Many of this year's top movies portray dark themes or flawed characters. Why one culture watcher says they mirror this moment in history.
Jesse Eisenberg portrayed Facebook cofounder Mark Zuckerberg in 'The Social Network,' one of this year's nominees for Best Picture. Mr. Eisenberg's character comes off as something of an antihero.
Relativity Media/John Kehe/Staff
Amagansett, N.Y.
The protagonists of the nominees for the best picture Oscar this year are, as in most years, a fairly diverse bunch. They range from an obsessive ballet dancer to a prizefighter; a stately king to a paunchy, one-eyed marshal; a reckless young adventurer to a group of toys. As in most years, too, despite their diversity, these folks generally share one narrative similarity: a triumph at film's end. That is pretty much standard Hollywood issue. Filmmakers usually want us to sail out of the theater on a high note.

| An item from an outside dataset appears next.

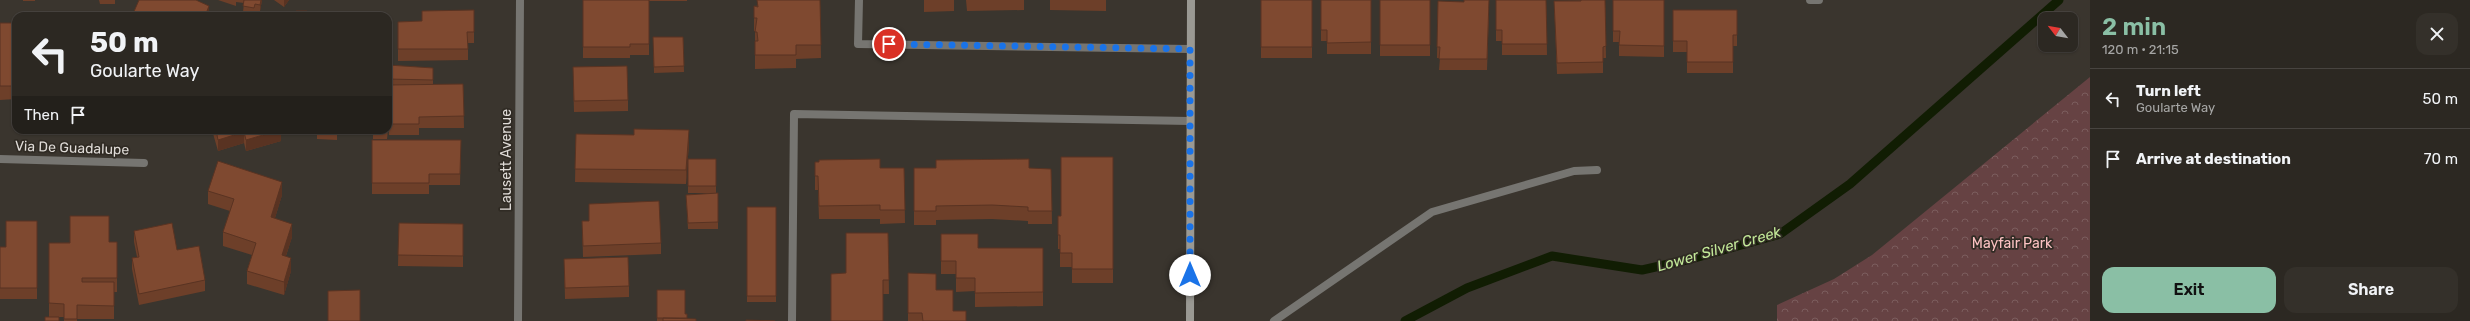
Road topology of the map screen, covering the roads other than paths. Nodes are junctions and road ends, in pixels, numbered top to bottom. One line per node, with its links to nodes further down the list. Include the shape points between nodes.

Despite the reach for that feel-good denouement, there is nevertheless something else in this year's crop of both Oscar nominees and movies generally that one doesn't typically associate with American films: a sense of malaise that borders on fatigue. There may be triumph here, as usual, but there is no triumphalism. In "The King's Speech," the most traditional of the nominees, we see King George VI's personal victory in rousing his people at the outbreak of World War II, but we don't see how he continues to rally his subjects to a larger victory.